Now how many integers satisfy property $(1)$? Clearly there aren't any. The first one is $pq$ and it is too large.

How many satisfy property $(2)$? That is easy, the answer is $\frac{pq}{p} = q$ integers. (try doing it manually with small numbers to see why it works, this needs some justification but I am sure you can show that this is true)

How many satisfy property $(3)$? In the same way, $p$ integers.

Finally, what about $(4)$? It suffices to observe that every integer between $1$ and $pq - 1$ needs to fall into either one of those categories, so we must have $(1) + (2) + (3) + (4) = pq - 1$, that is, $(4) = (pq - 1) - (0 + p + q) = pq - (p + q) + 1 = (p - 1)(q - 1) = \varphi(p) \varphi(q)$. And $(4)$ contains $\varphi(pq)$ integers by definition.

Therefore, $\varphi(pq) = \varphi(p) \varphi(q)$ for distinct primes $p$, $q$.

[HR][/HR]

Then extend this proof to distinct coprime integers (not just primes) using a similar reasoning, and finally prime powers. Can you follow?[/JUSTIFY]

Last edited:

#### chisigma

##### Well-known member
Let E(x) denote the number of numbers relatively prime to x.
E(xy)=E(x).E(y)
The phi function is multiplicative, i.e. given two distict numers a and b, is...

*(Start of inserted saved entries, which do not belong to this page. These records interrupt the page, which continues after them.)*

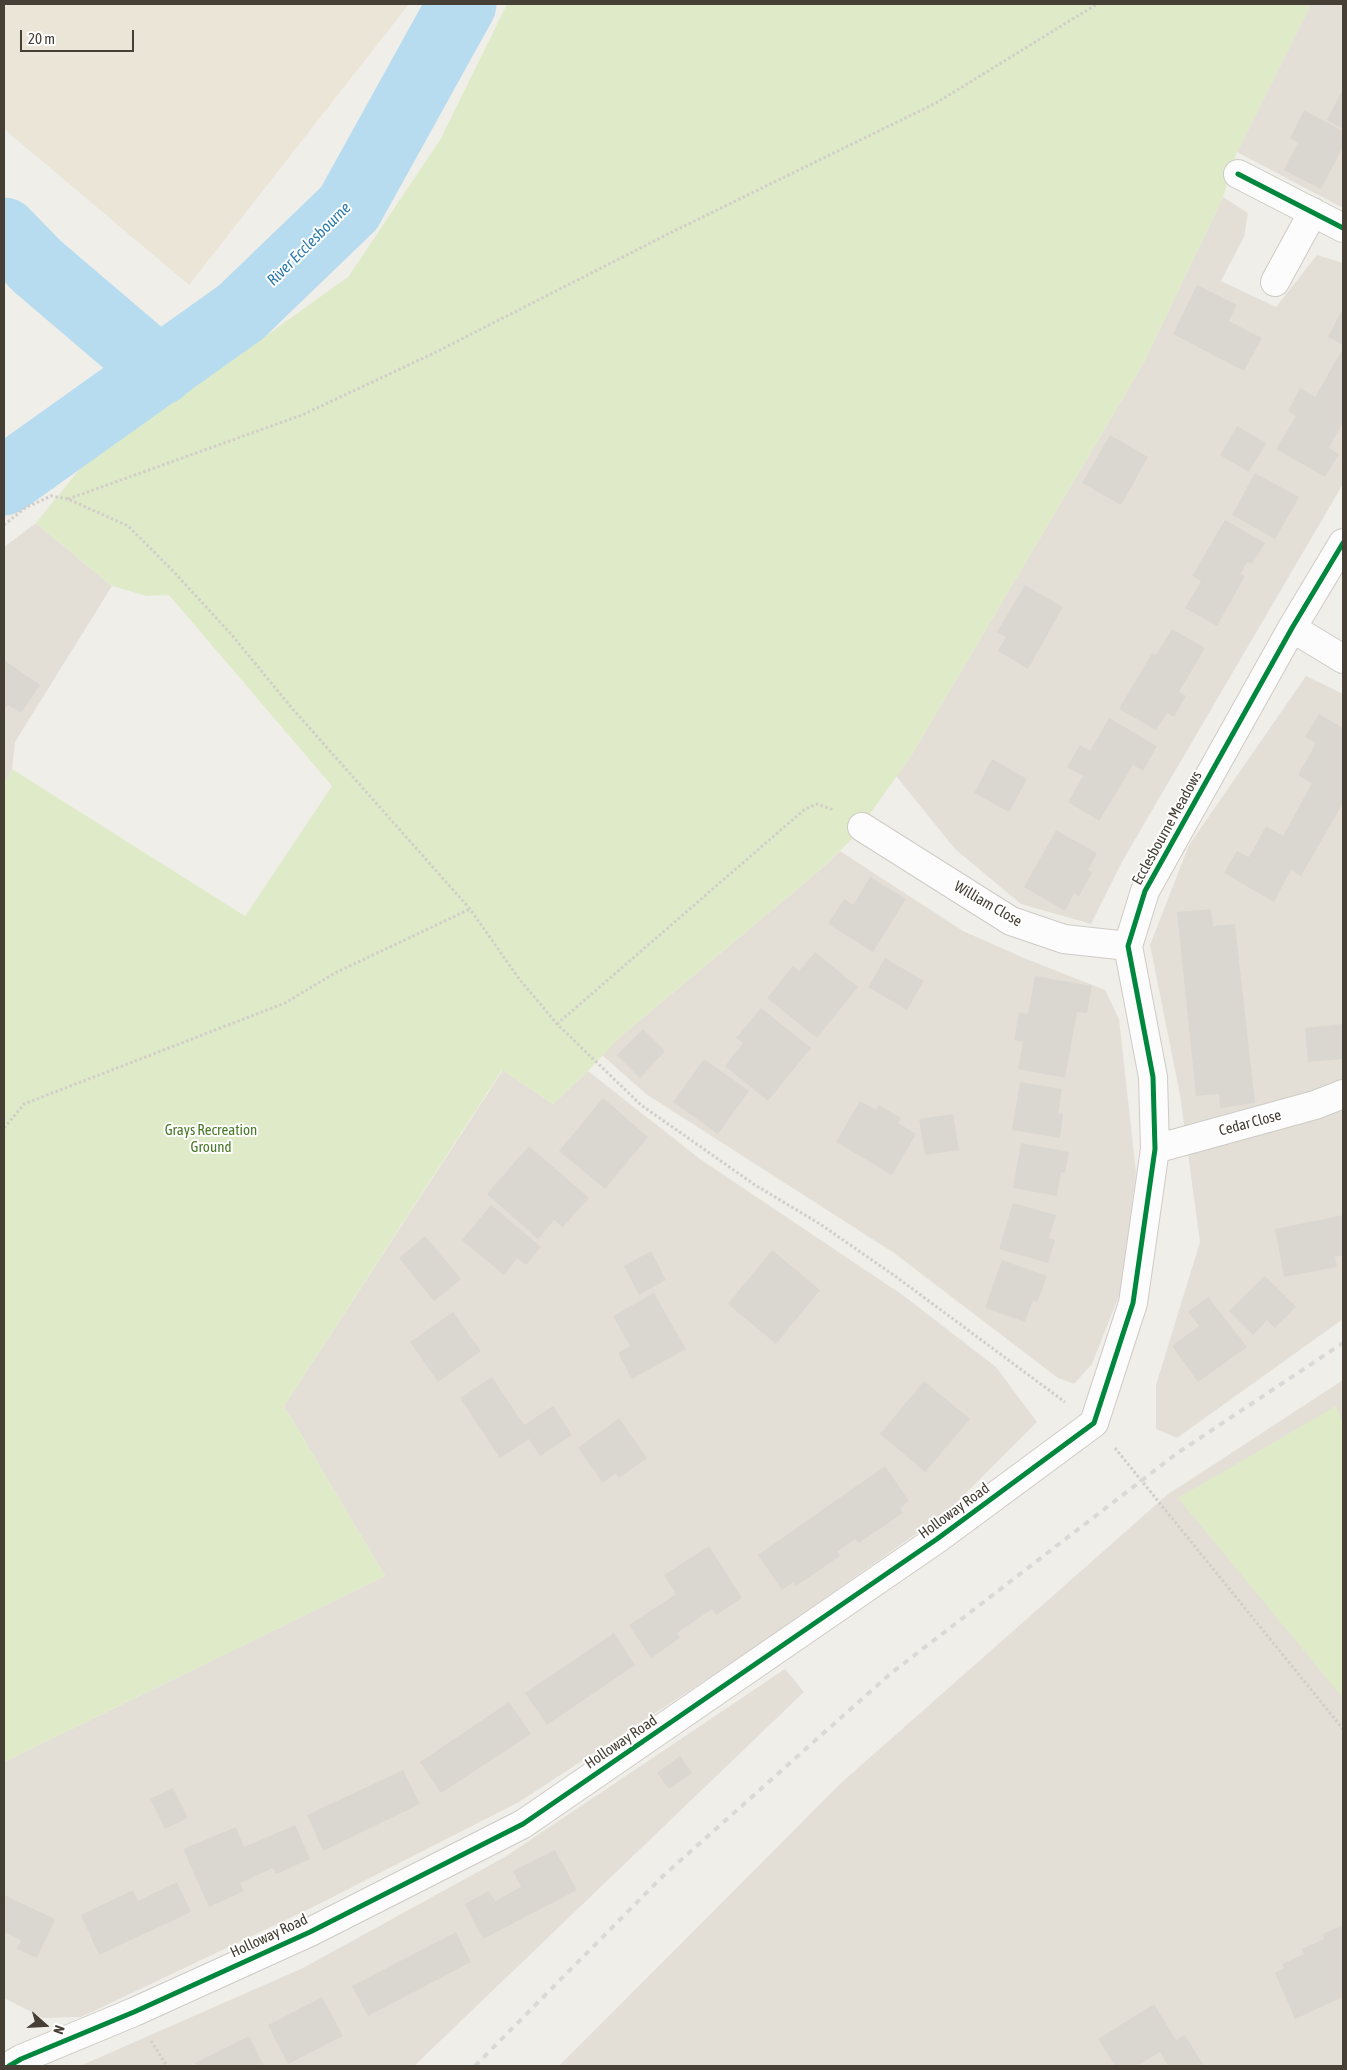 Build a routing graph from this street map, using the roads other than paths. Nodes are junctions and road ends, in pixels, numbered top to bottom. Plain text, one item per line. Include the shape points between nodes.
1 (1238, 174) dead end
2 (1313, 212) junction
3 (1343, 228) edge
4 (1275, 282) dead end
5 (1343, 543) edge
6 (1292, 628) junction
7 (1343, 659) edge
8 (862, 827) road end
9 (1128, 946) junction
10 (1343, 1094) edge
11 (1155, 1149) junction
12 (1094, 1422) joint
13 (11, 2057) edge

1 - 2 street
2 - 3 street
2 - 4 street
5 - 6 street, Ecclesbourne Meadows
6 - 7 street
6 - 9 street, Ecclesbourne Meadows via 1145,891
8 - 9 street, William Close via 1011,921 1064,939
9 - 11 street, Ecclesbourne Meadows via 1153,1077
10 - 11 street, Cedar Close via 1315,1105
11 - 12 street, Ecclesbourne Meadows via 1133,1303
12 - 13 street, Holloway Road via 937,1540 523,1824 310,1932 134,2012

$$\varphi(a\ b) = \varphi(a)\ \varphi(b)\ (1)$$

... only if a and b are relatively prime or, in other words, is MCD (a,b)=1. The prove of that is easily derivable by the explicit expression...

$$\varphi(n)= n\ \prod_{p|n} (1-\frac{1}{p})\ (2)$$

Kind regards

$\chi$ $\sigma$

#### mathmaniac

##### Active member
Then extend this proof to distinct coprime integers (not just primes) using a similar reasoning, and finally prime powers. Can you follow?
Yeah,I understand.
I also thought about that approach,but I was rather thinking of p^a and q^a or q^b and got lost somewhere.
Now I think I shouldn't have asked this.....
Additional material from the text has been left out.